Records for this task:

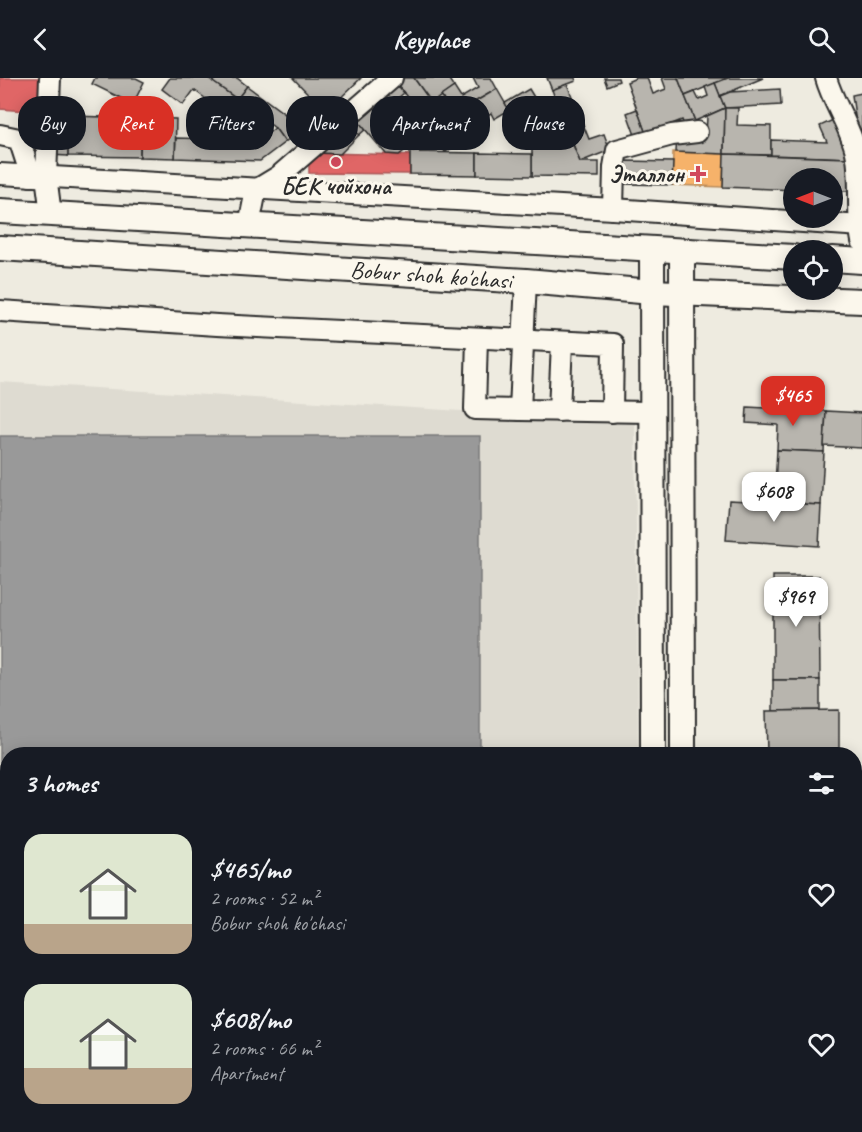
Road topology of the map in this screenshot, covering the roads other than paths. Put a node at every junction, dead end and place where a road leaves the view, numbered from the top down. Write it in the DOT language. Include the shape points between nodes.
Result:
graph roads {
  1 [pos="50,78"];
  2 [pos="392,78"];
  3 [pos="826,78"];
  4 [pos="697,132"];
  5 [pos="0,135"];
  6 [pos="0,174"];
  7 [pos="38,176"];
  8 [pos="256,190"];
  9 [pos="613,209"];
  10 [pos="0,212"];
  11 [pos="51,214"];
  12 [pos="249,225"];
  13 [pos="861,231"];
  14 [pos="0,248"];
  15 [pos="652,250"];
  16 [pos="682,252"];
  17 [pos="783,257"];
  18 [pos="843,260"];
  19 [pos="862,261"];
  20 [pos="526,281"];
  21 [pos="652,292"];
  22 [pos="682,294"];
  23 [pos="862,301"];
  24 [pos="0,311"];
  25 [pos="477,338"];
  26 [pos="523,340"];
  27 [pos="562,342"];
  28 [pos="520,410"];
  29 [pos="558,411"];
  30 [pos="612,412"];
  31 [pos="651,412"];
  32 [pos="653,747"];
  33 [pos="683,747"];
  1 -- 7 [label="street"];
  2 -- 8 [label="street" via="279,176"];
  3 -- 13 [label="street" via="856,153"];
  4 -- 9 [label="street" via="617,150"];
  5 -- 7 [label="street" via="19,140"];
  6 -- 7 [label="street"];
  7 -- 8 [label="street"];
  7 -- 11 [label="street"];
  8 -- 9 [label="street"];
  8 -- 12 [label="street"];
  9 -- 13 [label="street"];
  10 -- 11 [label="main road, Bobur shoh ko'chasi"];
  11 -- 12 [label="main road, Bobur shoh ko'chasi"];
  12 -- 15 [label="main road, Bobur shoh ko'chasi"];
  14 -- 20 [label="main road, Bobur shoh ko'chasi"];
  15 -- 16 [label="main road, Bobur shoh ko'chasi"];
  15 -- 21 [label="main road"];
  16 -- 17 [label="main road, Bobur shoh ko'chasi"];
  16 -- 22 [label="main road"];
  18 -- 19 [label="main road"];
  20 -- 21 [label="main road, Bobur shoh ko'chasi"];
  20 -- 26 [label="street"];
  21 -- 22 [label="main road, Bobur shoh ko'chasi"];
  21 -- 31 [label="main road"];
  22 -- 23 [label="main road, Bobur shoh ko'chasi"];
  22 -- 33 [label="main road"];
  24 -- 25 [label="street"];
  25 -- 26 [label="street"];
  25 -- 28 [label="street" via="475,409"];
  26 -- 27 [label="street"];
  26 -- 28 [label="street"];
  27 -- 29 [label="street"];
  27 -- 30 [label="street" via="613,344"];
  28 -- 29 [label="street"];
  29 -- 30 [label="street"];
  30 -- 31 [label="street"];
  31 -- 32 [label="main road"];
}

Try it: Every record, from top to bottom, gets written out exactly; no picture goes into the copy.

Problem solution:
Road topology of the map in this screenshot, covering the roads other than paths. Put a node at every junction, dead end and place where a road leaves the view, numbered from the top down. Write it in the DOT language. Include the shape points between nodes.
Result:
graph roads {
  1 [pos="50,78"];
  2 [pos="392,78"];
  3 [pos="826,78"];
  4 [pos="697,132"];
  5 [pos="0,135"];
  6 [pos="0,174"];
  7 [pos="38,176"];
  8 [pos="256,190"];
  9 [pos="613,209"];
  10 [pos="0,212"];
  11 [pos="51,214"];
  12 [pos="249,225"];
  13 [pos="861,231"];
  14 [pos="0,248"];
  15 [pos="652,250"];
  16 [pos="682,252"];
  17 [pos="783,257"];
  18 [pos="843,260"];
  19 [pos="862,261"];
  20 [pos="526,281"];
  21 [pos="652,292"];
  22 [pos="682,294"];
  23 [pos="862,301"];
  24 [pos="0,311"];
  25 [pos="477,338"];
  26 [pos="523,340"];
  27 [pos="562,342"];
  28 [pos="520,410"];
  29 [pos="558,411"];
  30 [pos="612,412"];
  31 [pos="651,412"];
  32 [pos="653,747"];
  33 [pos="683,747"];
  1 -- 7 [label="street"];
  2 -- 8 [label="street" via="279,176"];
  3 -- 13 [label="street" via="856,153"];
  4 -- 9 [label="street" via="617,150"];
  5 -- 7 [label="street" via="19,140"];
  6 -- 7 [label="street"];
  7 -- 8 [label="street"];
  7 -- 11 [label="street"];
  8 -- 9 [label="street"];
  8 -- 12 [label="street"];
  9 -- 13 [label="street"];
  10 -- 11 [label="main road, Bobur shoh ko'chasi"];
  11 -- 12 [label="main road, Bobur shoh ko'chasi"];
  12 -- 15 [label="main road, Bobur shoh ko'chasi"];
  14 -- 20 [label="main road, Bobur shoh ko'chasi"];
  15 -- 16 [label="main road, Bobur shoh ko'chasi"];
  15 -- 21 [label="main road"];
  16 -- 17 [label="main road, Bobur shoh ko'chasi"];
  16 -- 22 [label="main road"];
  18 -- 19 [label="main road"];
  20 -- 21 [label="main road, Bobur shoh ko'chasi"];
  20 -- 26 [label="street"];
  21 -- 22 [label="main road, Bobur shoh ko'chasi"];
  21 -- 31 [label="main road"];
  22 -- 23 [label="main road, Bobur shoh ko'chasi"];
  22 -- 33 [label="main road"];
  24 -- 25 [label="street"];
  25 -- 26 [label="street"];
  25 -- 28 [label="street" via="475,409"];
  26 -- 27 [label="street"];
  26 -- 28 [label="street"];
  27 -- 29 [label="street"];
  27 -- 30 [label="street" via="613,344"];
  28 -- 29 [label="street"];
  29 -- 30 [label="street"];
  30 -- 31 [label="street"];
  31 -- 32 [label="main road"];
}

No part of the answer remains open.